Tak po prawdzie to bazę masz zabezpieczoną przy pomocy prepared statements. Przed XSS powinno Cię częściowo chronić strip_tags (chociaż są lepsze sposoby), CSRF to całkowicie inna klasa ataku, z którą tego typu dane nie maja nic wspólnego, a code injection raczej też się nie przeprowadzi w ten sposób (musiałbyś dane od usera wkładać bezpośrednio jako ścieżkę do require albo przepuszczać przez eval).

---

Tutaj masz blog na którym jest wiele ciekawych wpisów dotyczących webu. Tutaj masz wpisy dotyczące bezpieczeństwa http://lukasz-socha.pl/php/niebezpieczny-kod-spis-tresci/

---

Hmm… dziwne informacje są na tym blogu.

http://lukasz-socha.pl/php/niebezpieczny-kod-sql-injection/ →

Na szczęscie istnieje prosty sposób na zabezpieczenie się przed tym atakiem. Wystarczy przed kazdym znakiem specjalnym dodać znak „\”. Do tego celu PDO udostępnia odpowiednie metody.

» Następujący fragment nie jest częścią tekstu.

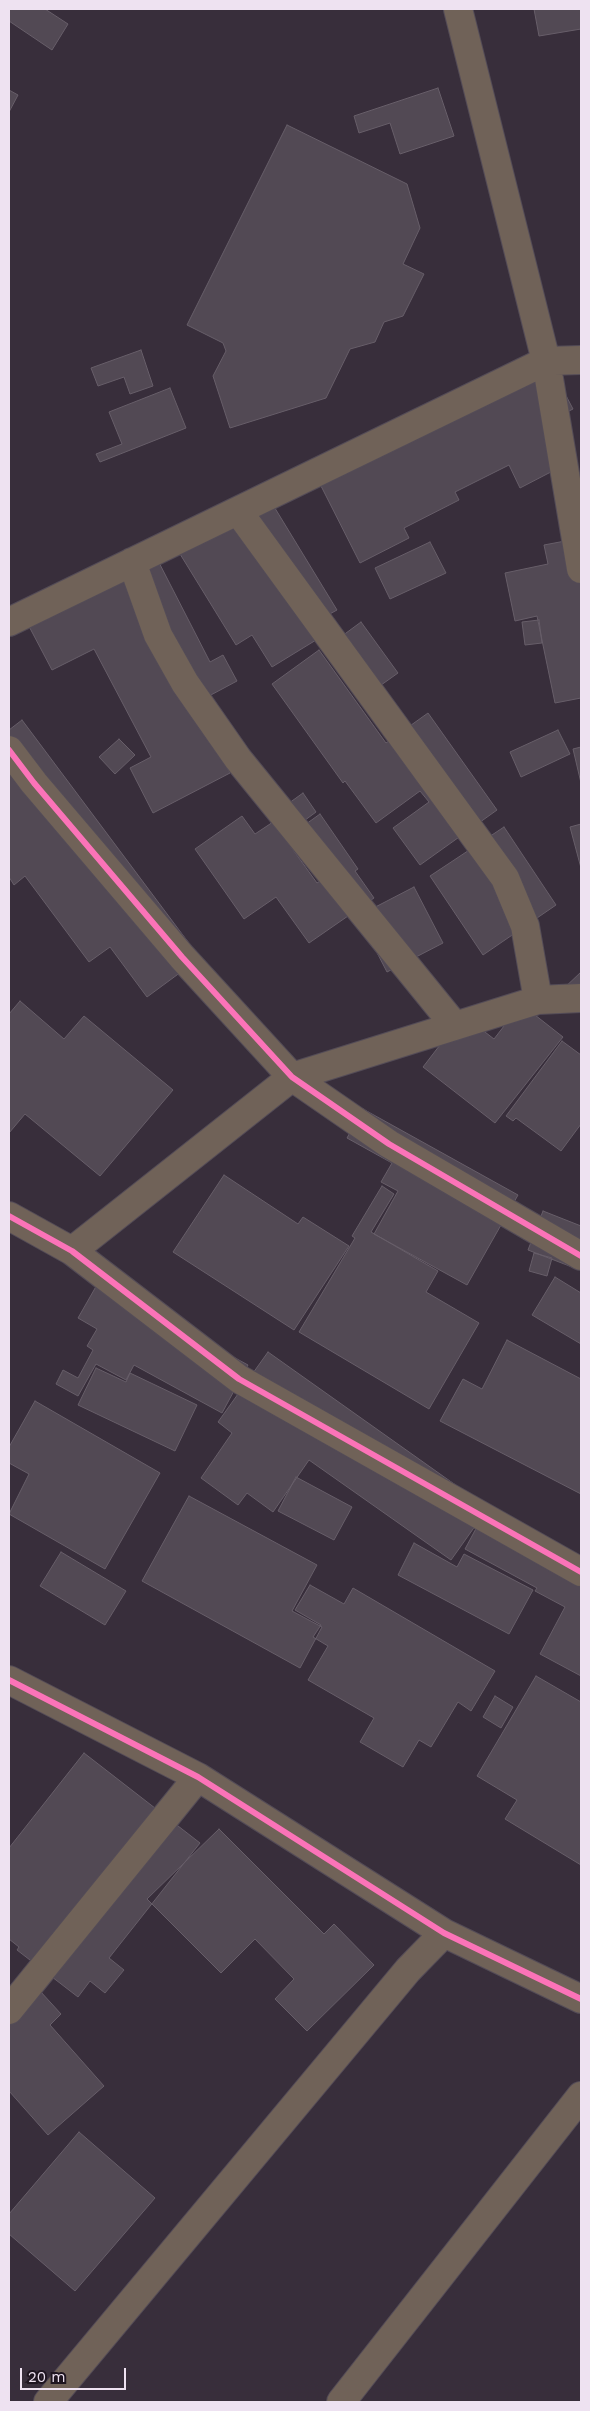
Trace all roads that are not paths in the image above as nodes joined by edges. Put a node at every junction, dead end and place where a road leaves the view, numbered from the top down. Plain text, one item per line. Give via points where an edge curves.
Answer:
1 (458, 9) edge
2 (581, 360) edge
3 (546, 361) junction
4 (238, 511) junction
5 (577, 515) edge
6 (132, 562) junction
7 (581, 569) edge
8 (9, 622) edge
9 (9, 750) edge
10 (581, 998) edge
11 (538, 1000) junction
12 (455, 1026) junction
13 (292, 1078) junction
14 (9, 1216) edge
15 (72, 1251) junction
16 (581, 1256) edge
17 (581, 1572) edge
18 (9, 1680) edge
19 (198, 1777) junction
20 (444, 1933) junction
21 (581, 1999) edge
22 (9, 2010) edge
23 (581, 2096) edge
24 (48, 2402) edge
25 (341, 2402) edge

1 - 3 street
2 - 3 street
3 - 4 street
3 - 5 street
4 - 6 street
4 - 11 street via 505,878 525,926
5 - 7 street
6 - 8 street
6 - 12 street via 158,635 185,683 233,752
9 - 13 street via 170,942
10 - 11 street
11 - 12 street
12 - 13 street
13 - 15 street
13 - 16 street via 389,1144
14 - 15 street
15 - 17 street via 238,1380
18 - 19 street
19 - 20 street
19 - 22 street
20 - 21 street
20 - 24 street via 408,1970
23 - 25 street

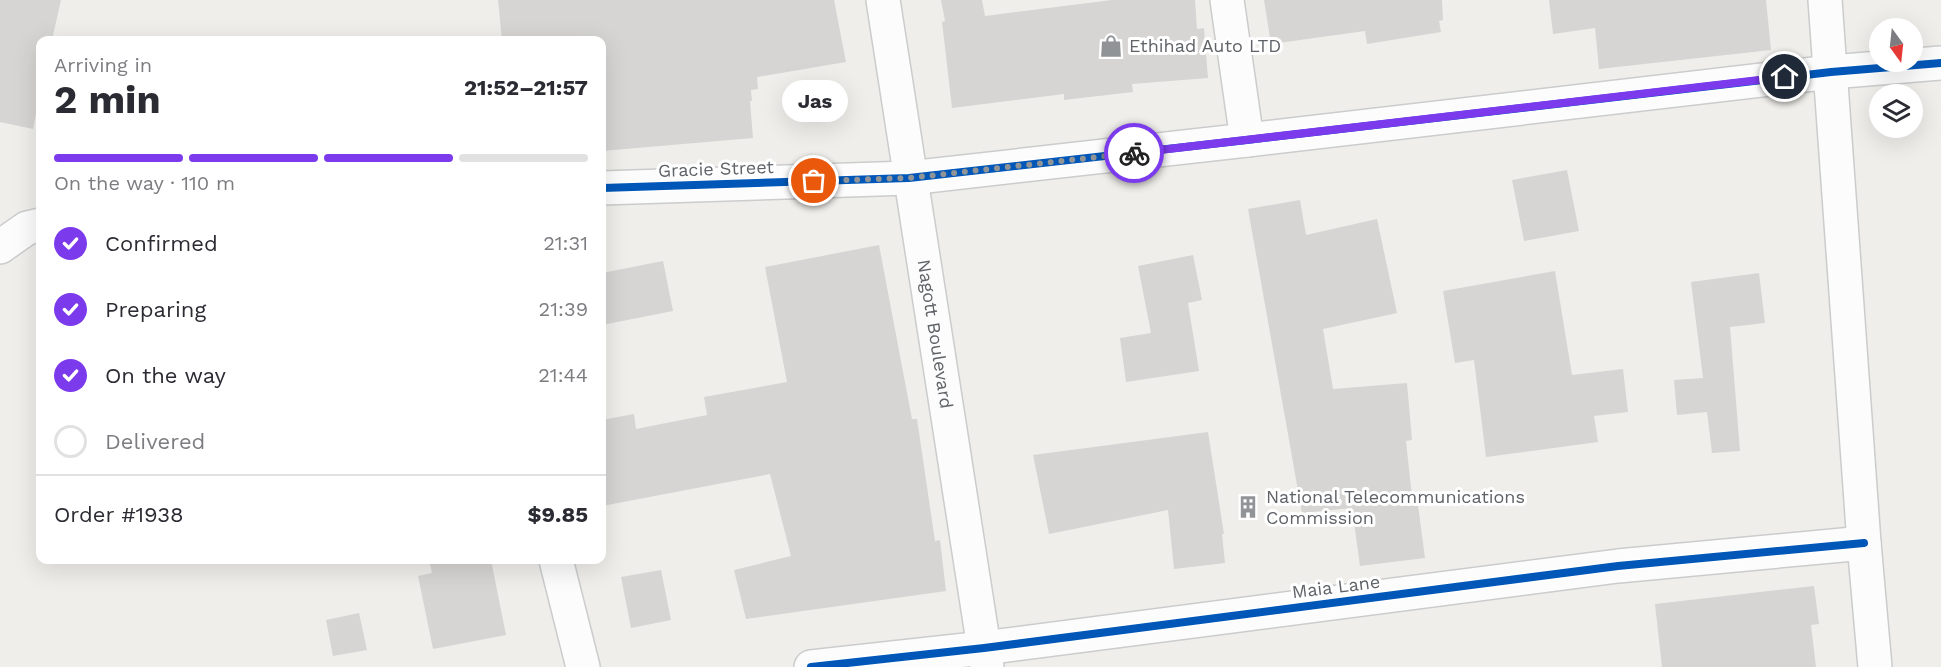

To nieprawda. Prepared statements nie escape'ują danych, ale rozdzielają zapytanie od samych danych i w takiej formie przesyłają do bazy. Dlatego są najbezpieczniejszym sposobem wykonywania zapytań SQL.

Answer 3

Dobra wracając do pytania. Jak mogę szybko zamienić Strip_tags, żeby formularz wysłał mi datę?

Comments

To nie jest wina strip_tags. W html input z datą ma id="data", a później przy użyciu post pobierasz zmienną Data. "data" i "Data" to nie to samo. Zamiast $_POST['Data'] daj $_POST['data']

---

Dziękuję Ci serdecznie. Że ja czegoś takiego nie zauważyłem. + Ode mnie najlepsza odpowiedź

---

Polecam się na przyszłość :)